Just in time for the installation guys (who charge about a hundred dollars) to arrive.  Phew!  

Except not phew.  Installation Man did his groovy installation thing, popped it in, screwed it to the window, caulked the gaps, turned it on, and *beep!* went the air conditioner.  It might as well have been programmed to say, “Hello!  I am an expensive piece of equipment and am programmed to disappoint!  I have a hidden camera to record the number of times and different ways you will fiddle with my wires and read my instruction manual and after you’ve collapsed in tears I will send the tape electronically to my manufacturer for the company’s blooper reel!  It’s a real hit at our holiday party!”

The air conditioner blew hot air.  That’s all it did.  It looked very pretty blowing hot air – like so many humans – but hot air was not what was required.  “$%&!,” said I.  So I did what anyone with an as-yet-unmaxed credit card and a grudge does: called an independent third party to verify the results.  So two hours and two phone calls later, Verifier Man shows up.  “Yep,” said he, “you got a dud.”  He urged me to call Sears and get them to fix the problem.  “But it’s not going to be easy – they’re going to fight you on this one.”

Tell me, O muse, of the ingenious air conditioner repair man who warned the unsuspecting client of the vagaries of Sears customer service, before the death of charity and reason.
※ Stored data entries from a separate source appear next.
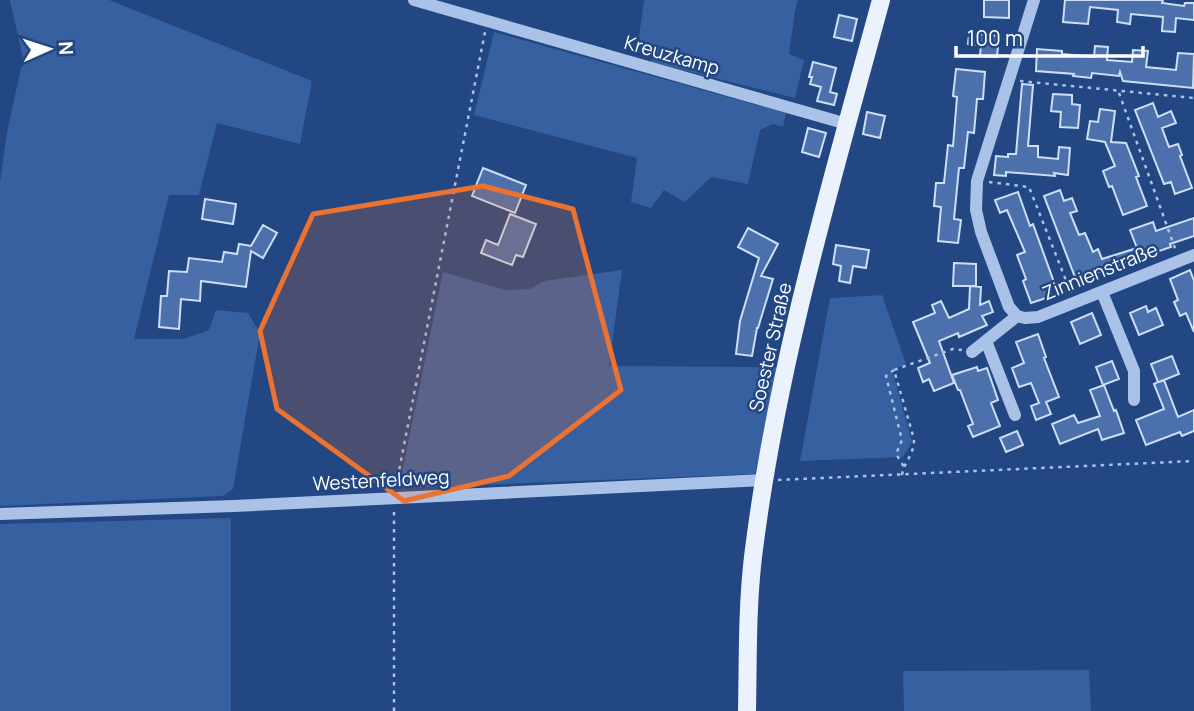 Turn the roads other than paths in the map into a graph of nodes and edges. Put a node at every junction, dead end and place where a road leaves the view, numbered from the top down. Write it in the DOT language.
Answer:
graph roads {
  1 [pos="414,0"];
  2 [pos="881,0"];
  3 [pos="1034,0"];
  4 [pos="847,124"];
  5 [pos="1194,255"];
  6 [pos="1102,292"];
  7 [pos="1017,316"];
  8 [pos="986,341"];
  9 [pos="972,352"];
  10 [pos="1134,400"];
  11 [pos="1015,415"];
  12 [pos="764,480"];
  13 [pos="0,514"];
  14 [pos="747,711"];
  1 -- 4 [label="street, Kreuzkamp"];
  2 -- 4 [label="main road, Soester Straße"];
  3 -- 7 [label="street"];
  4 -- 12 [label="main road, Soester Straße"];
  5 -- 6 [label="street, Zinnienstraße"];
  6 -- 7 [label="street, Zinnienstraße"];
  6 -- 10 [label="street"];
  7 -- 8 [label="street"];
  8 -- 9 [label="street"];
  8 -- 11 [label="street"];
  12 -- 13 [label="street, Westenfeldweg"];
  12 -- 14 [label="main road, Soester Straße"];
}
Do you have any idea how hard it is to identify the correct number, amongst the fourteen options provided, to dial in order to tell a company their product is defective?  It turns out they really don’t make it easy for you to do that.  Amazing.  Anyway, I found the general customer service hotline and three minutes later, I got a human.  I explained to the human my situation.  The human sympathized in a pre-programmed way and transferred me to their online purchases department.  After four minutes on hold, I spoke to Online Purchases Department Human.  Online Purchases Department Human said that she can’t find my records online but since it got installed today she would transfer me to the installation department.  “What?  Why?”  “Hold please.”  “What – …okay.”

The installation department now had the con.  After a five minute wait on hold, I got another human.  I explain to the Installation Department Human my situation.  The human sympathized in the most believable way out of everyone I spoke with over the course of these four hours – but, because life loves irony more than the French, was absolutely unmoved in helping me solve the problem.  Here was the problem.  You ready for this?  This was awesome.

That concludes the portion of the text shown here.